Recorded data:
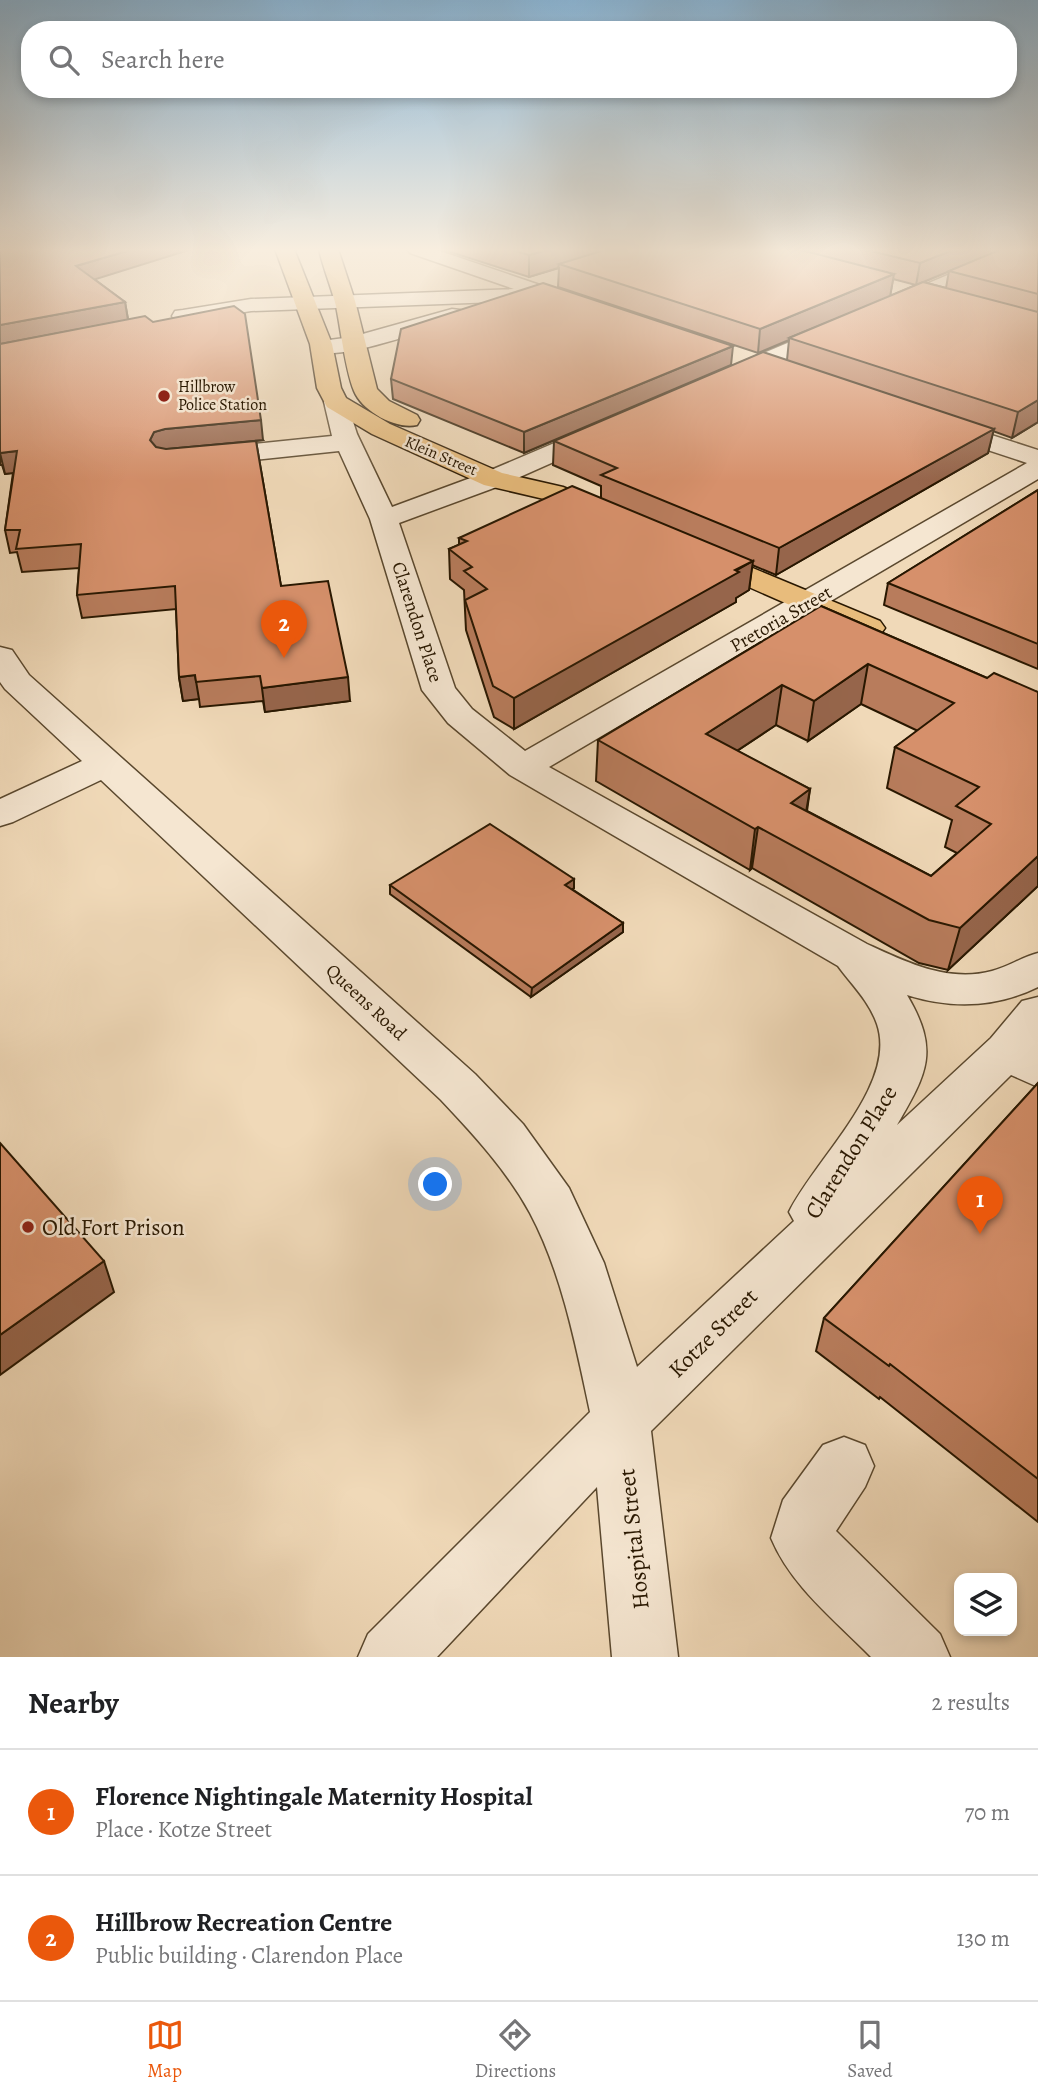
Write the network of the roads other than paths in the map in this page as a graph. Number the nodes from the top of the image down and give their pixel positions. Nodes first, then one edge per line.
1 (314, 326) edge
2 (350, 326) edge
3 (412, 326) edge
4 (845, 326) edge
5 (354, 343) junction
6 (322, 347) junction
7 (730, 356) edge
8 (757, 364) junction
9 (794, 377) edge
10 (706, 386) edge
11 (335, 402) junction
12 (920, 419) edge
13 (618, 424) edge
14 (348, 442) junction
15 (1038, 458) edge
16 (183, 459) edge
17 (1038, 468) edge
18 (505, 473) junction
19 (384, 519) junction
20 (631, 526) edge
21 (682, 548) edge
22 (810, 602) junction
23 (899, 641) edge
24 (0, 657) edge
25 (105, 764) junction
26 (523, 767) junction
27 (0, 814) edge
28 (852, 955) junction
29 (1038, 968) edge
30 (1038, 1013) edge
31 (1022, 1059) edge
32 (775, 1272) junction
33 (621, 1421) junction
34 (844, 1466) dead end
35 (391, 1657) edge
36 (645, 1657) edge
37 (918, 1657) edge

1 - 6 main road, Clarendon Place
2 - 5 main road
3 - 5 street
4 - 8 street
5 - 6 street
5 - 18 main road
6 - 11 main road, Clarendon Place
7 - 8 street
8 - 9 street
8 - 10 street
11 - 14 street, Clarendon Place
11 - 18 main road, Klein Street
12 - 15 street
13 - 18 street
14 - 16 street
14 - 19 street, Clarendon Place
17 - 22 street, Pretoria Street
18 - 19 street
18 - 20 main road, Klein Street
19 - 26 street, Clarendon Place
21 - 22 main road
22 - 23 main road
22 - 26 street, Pretoria Street
24 - 25 street, Queens Road
25 - 27 street
25 - 33 street, Queens Road
26 - 28 street, Clarendon Place
28 - 29 street, Clarendon Place
28 - 32 street, Clarendon Place
30 - 31 street, Kotze Street
31 - 32 street, Kotze Street
32 - 33 street, Kotze Street
33 - 35 street, Kotze Street
33 - 36 street, Hospital Street
34 - 37 street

| Required action |
Output each line exactly as shown above; no pictures go in the copy.

| Response to this exercise |
Write the network of the roads other than paths in the map in this page as a graph. Number the nodes from the top of the image down and give their pixel positions. Nodes first, then one edge per line.
1 (314, 326) edge
2 (350, 326) edge
3 (412, 326) edge
4 (845, 326) edge
5 (354, 343) junction
6 (322, 347) junction
7 (730, 356) edge
8 (757, 364) junction
9 (794, 377) edge
10 (706, 386) edge
11 (335, 402) junction
12 (920, 419) edge
13 (618, 424) edge
14 (348, 442) junction
15 (1038, 458) edge
16 (183, 459) edge
17 (1038, 468) edge
18 (505, 473) junction
19 (384, 519) junction
20 (631, 526) edge
21 (682, 548) edge
22 (810, 602) junction
23 (899, 641) edge
24 (0, 657) edge
25 (105, 764) junction
26 (523, 767) junction
27 (0, 814) edge
28 (852, 955) junction
29 (1038, 968) edge
30 (1038, 1013) edge
31 (1022, 1059) edge
32 (775, 1272) junction
33 (621, 1421) junction
34 (844, 1466) dead end
35 (391, 1657) edge
36 (645, 1657) edge
37 (918, 1657) edge

1 - 6 main road, Clarendon Place
2 - 5 main road
3 - 5 street
4 - 8 street
5 - 6 street
5 - 18 main road
6 - 11 main road, Clarendon Place
7 - 8 street
8 - 9 street
8 - 10 street
11 - 14 street, Clarendon Place
11 - 18 main road, Klein Street
12 - 15 street
13 - 18 street
14 - 16 street
14 - 19 street, Clarendon Place
17 - 22 street, Pretoria Street
18 - 19 street
18 - 20 main road, Klein Street
19 - 26 street, Clarendon Place
21 - 22 main road
22 - 23 main road
22 - 26 street, Pretoria Street
24 - 25 street, Queens Road
25 - 27 street
25 - 33 street, Queens Road
26 - 28 street, Clarendon Place
28 - 29 street, Clarendon Place
28 - 32 street, Clarendon Place
30 - 31 street, Kotze Street
31 - 32 street, Kotze Street
32 - 33 street, Kotze Street
33 - 35 street, Kotze Street
33 - 36 street, Hospital Street
34 - 37 street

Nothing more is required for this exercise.